Cohesive geometry of Cryptococcus neoformans distribution mediates flower-like biofilm development

Abstract

Microbial biofilms are highly structured and dynamic communities, in which phenotypic diversification allows microorganisms to adapt to different environments under distinct conditions. Biofilms are ubiquitous in nature and colonize many niches of the human body and implanted medical devices, being an important factor in Cryptococcus neoformans infections. A new approach was used to characterize the underlying geometrical distribution of C. neoformans cells during the adhesion stage of biofilm formation. Geometrical aspects of adhered cells were calculated from the Delaunay triangulations and Voronoi diagrams obtained from scanning electron microscopy images (SEM). A correlation between increased biofilm formation and higher ordering of the underlying cell distribution was found.
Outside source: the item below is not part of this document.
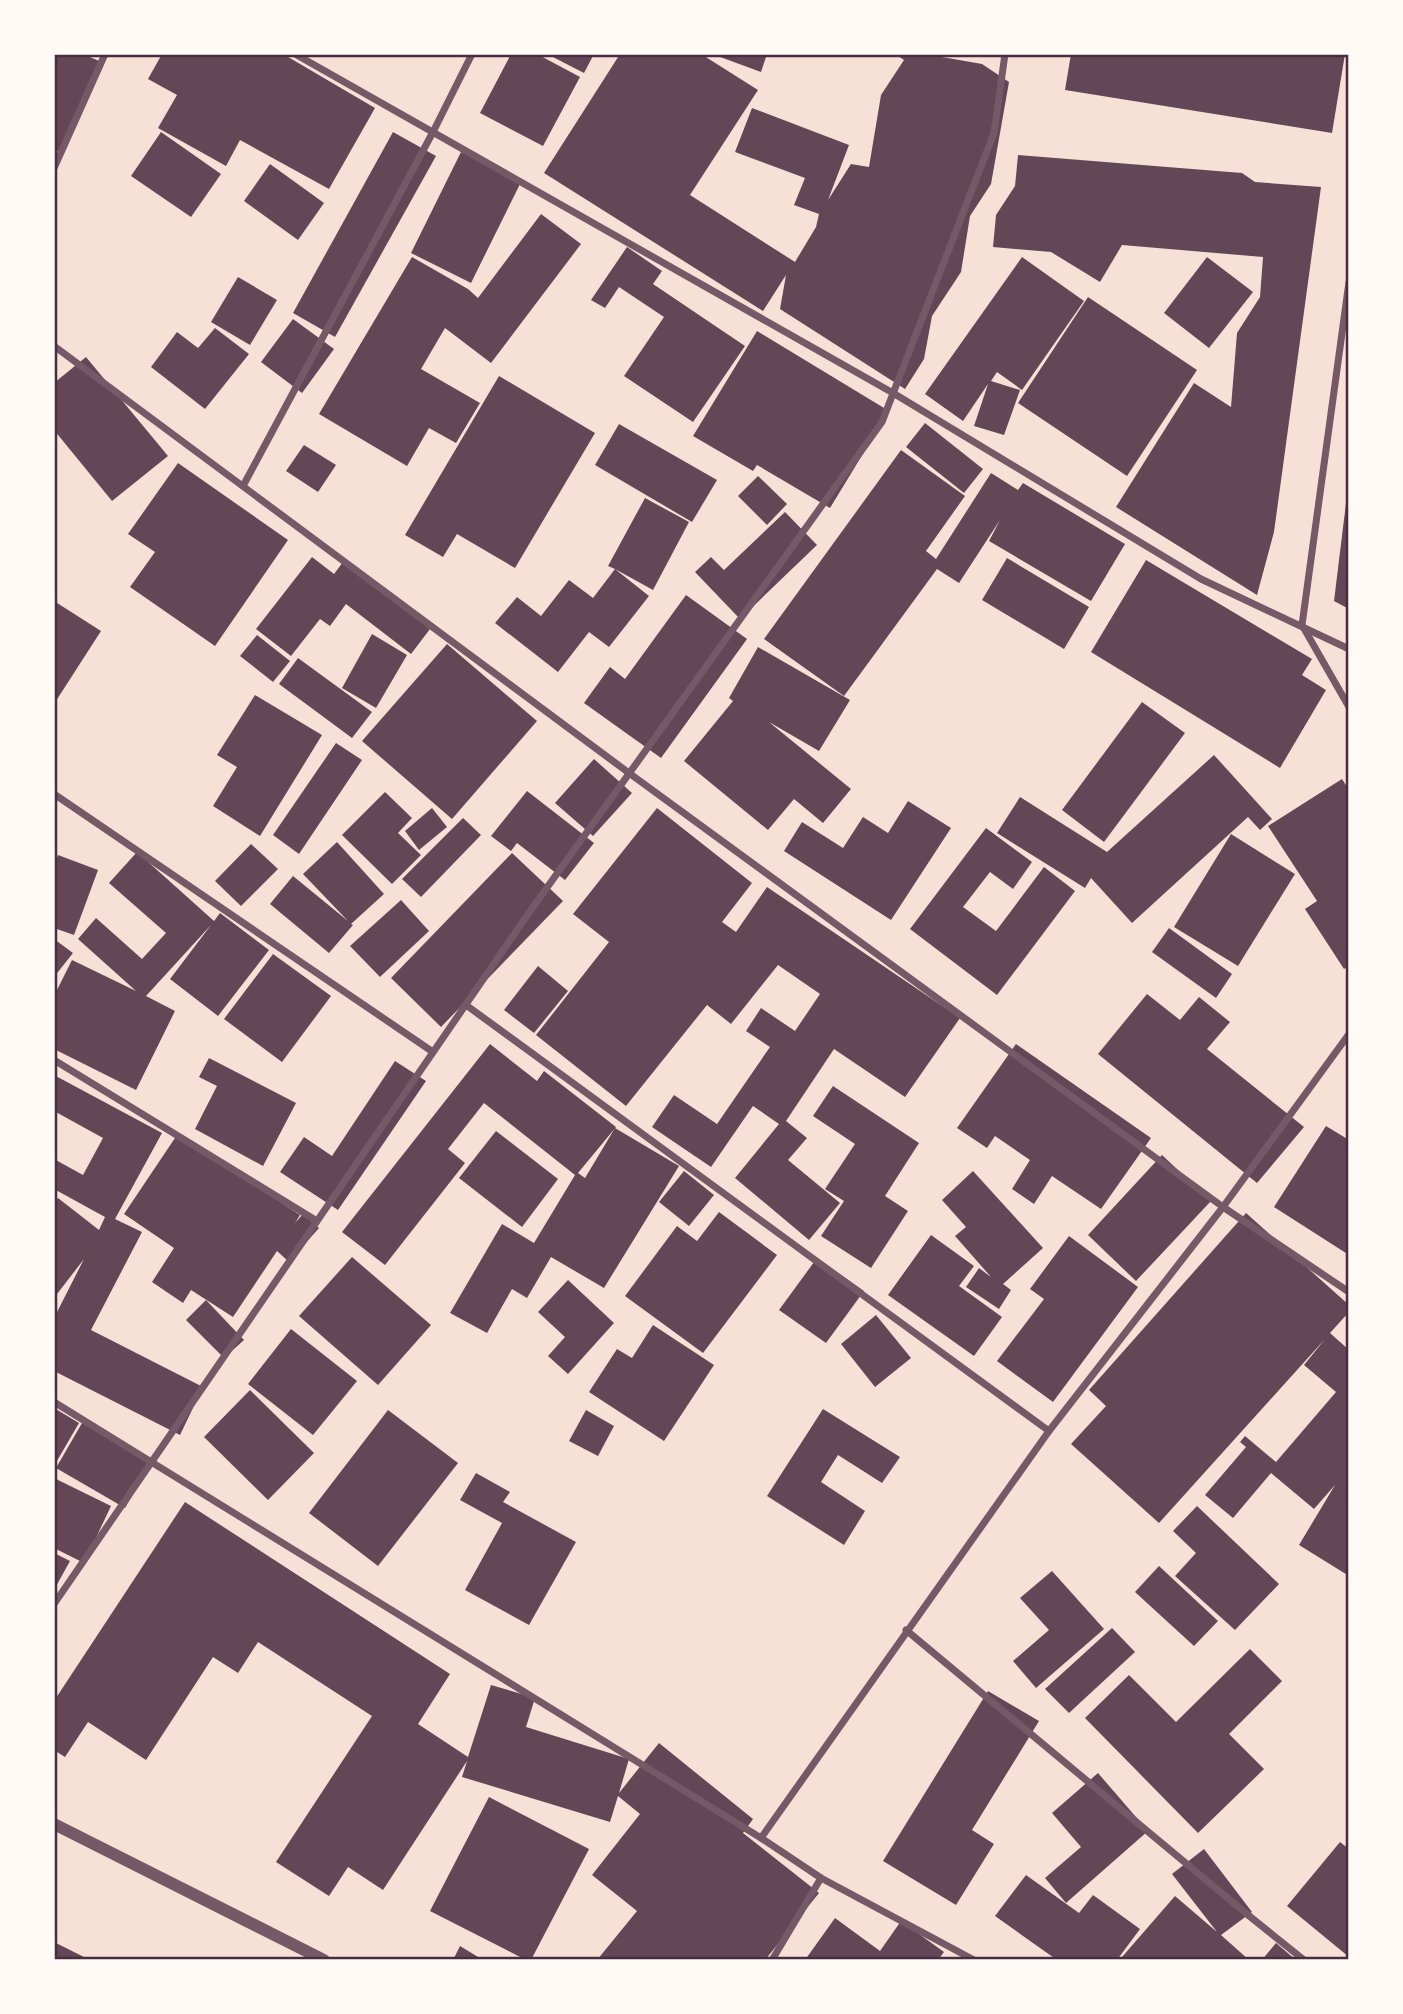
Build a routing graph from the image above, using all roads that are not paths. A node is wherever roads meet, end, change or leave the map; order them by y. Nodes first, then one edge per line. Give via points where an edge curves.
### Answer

Mature biofilm aggregates were analyzed by applying a novel protocol developed for ultrastructure visualization of cryptococcal cells by SEM. Flower-like clusters consisting of cells embedded in a dense layer of extracellular matrix were observed as well as morphotype switches related to biofilm formation and distinct levels of spatial organization: adhered cells, clusters of cells and community of clusters. The results add insights into yeast motility during the dispersion stage of biofilm formation. This work emphasizes the importance of cellular organization for biofilm growth and may represent novel approaches to establish potential targets for the inhibition and disruption of biofilms with clinical relevance.